START Recorded information
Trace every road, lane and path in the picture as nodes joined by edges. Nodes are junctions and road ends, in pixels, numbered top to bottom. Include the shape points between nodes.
END Recorded information
START Recorded information
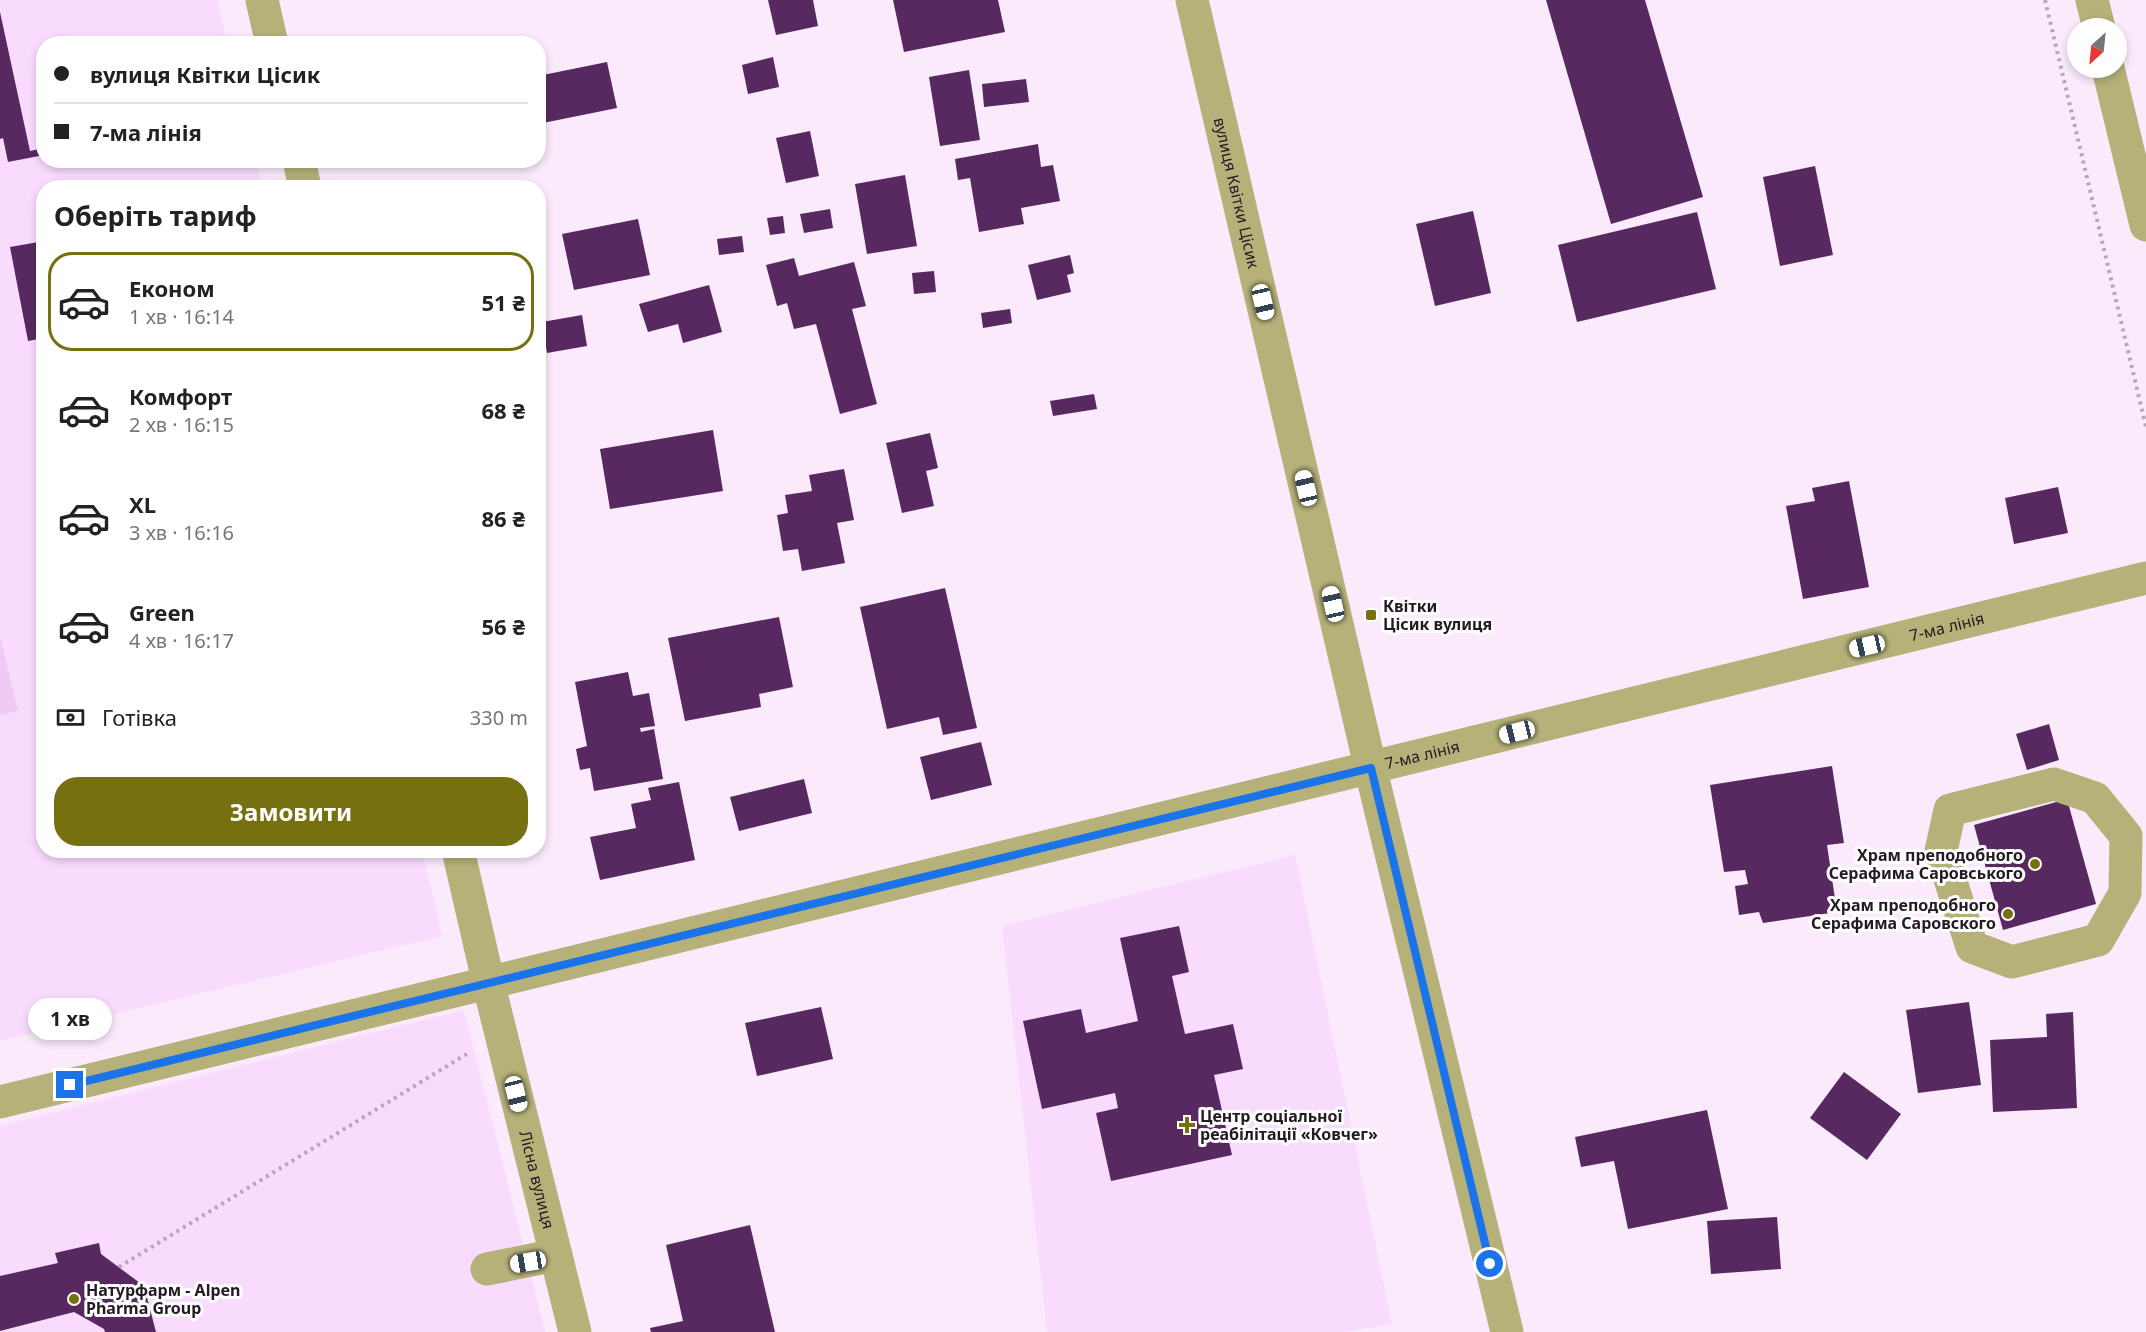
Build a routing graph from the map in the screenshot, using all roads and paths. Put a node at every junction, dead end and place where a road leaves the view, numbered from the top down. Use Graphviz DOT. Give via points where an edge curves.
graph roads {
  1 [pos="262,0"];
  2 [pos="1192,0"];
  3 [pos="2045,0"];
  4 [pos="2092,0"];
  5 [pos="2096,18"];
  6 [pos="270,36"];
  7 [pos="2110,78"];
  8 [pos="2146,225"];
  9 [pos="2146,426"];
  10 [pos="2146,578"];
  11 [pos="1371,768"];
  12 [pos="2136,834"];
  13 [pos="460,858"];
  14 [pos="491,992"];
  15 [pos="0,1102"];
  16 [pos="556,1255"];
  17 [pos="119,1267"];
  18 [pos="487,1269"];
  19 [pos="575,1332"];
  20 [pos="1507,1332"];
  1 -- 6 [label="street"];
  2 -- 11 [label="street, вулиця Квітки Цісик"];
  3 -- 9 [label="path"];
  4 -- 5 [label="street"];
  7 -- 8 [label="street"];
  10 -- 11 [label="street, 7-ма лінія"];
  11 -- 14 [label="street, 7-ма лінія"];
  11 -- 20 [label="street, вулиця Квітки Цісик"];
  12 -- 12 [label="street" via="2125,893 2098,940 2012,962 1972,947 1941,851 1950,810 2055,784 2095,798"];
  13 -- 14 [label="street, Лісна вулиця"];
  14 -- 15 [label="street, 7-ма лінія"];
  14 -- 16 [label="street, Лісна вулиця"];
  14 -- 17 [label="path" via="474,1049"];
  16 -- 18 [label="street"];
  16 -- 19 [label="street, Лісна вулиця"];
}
END Recorded information
START Recorded information
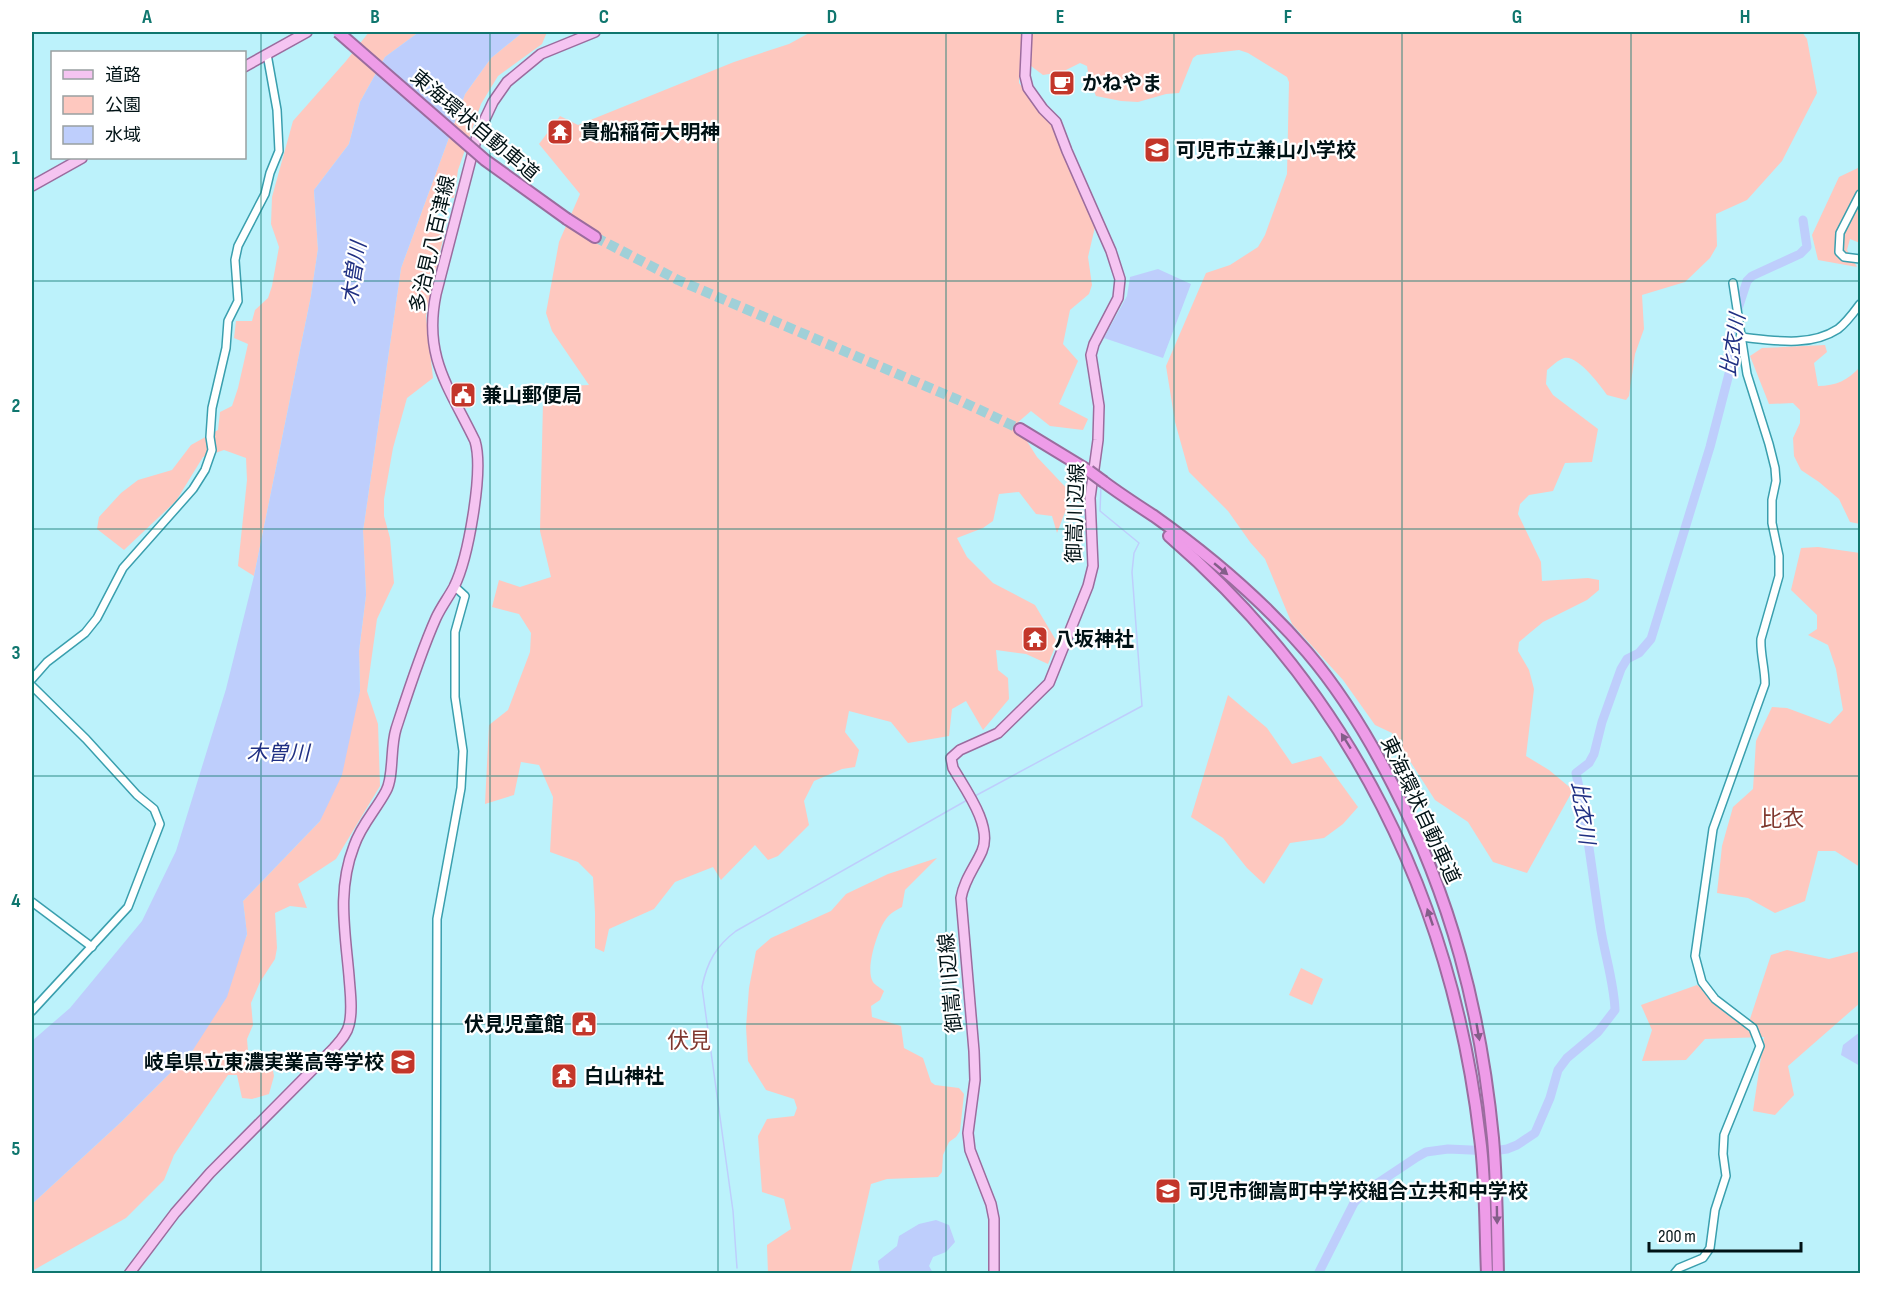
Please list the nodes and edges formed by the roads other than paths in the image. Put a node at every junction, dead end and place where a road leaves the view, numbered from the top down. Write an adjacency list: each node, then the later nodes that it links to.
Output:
END Recorded information
Problem to solve –
Which lines in the material above include the string "edges"? Pull them out.

The completed task –
Trace every road, lane and path in the picture as nodes joined by edges. Nodes are junctions and road ends, in pixels, numbered top to bottom. Include the shape points between nodes.
Please list the nodes and edges formed by the roads other than paths in the image. Put a node at every junction, dead end and place where a road leaves the view, numbered from the top down. Write an adjacency list: each node, then the later nodes that it links to.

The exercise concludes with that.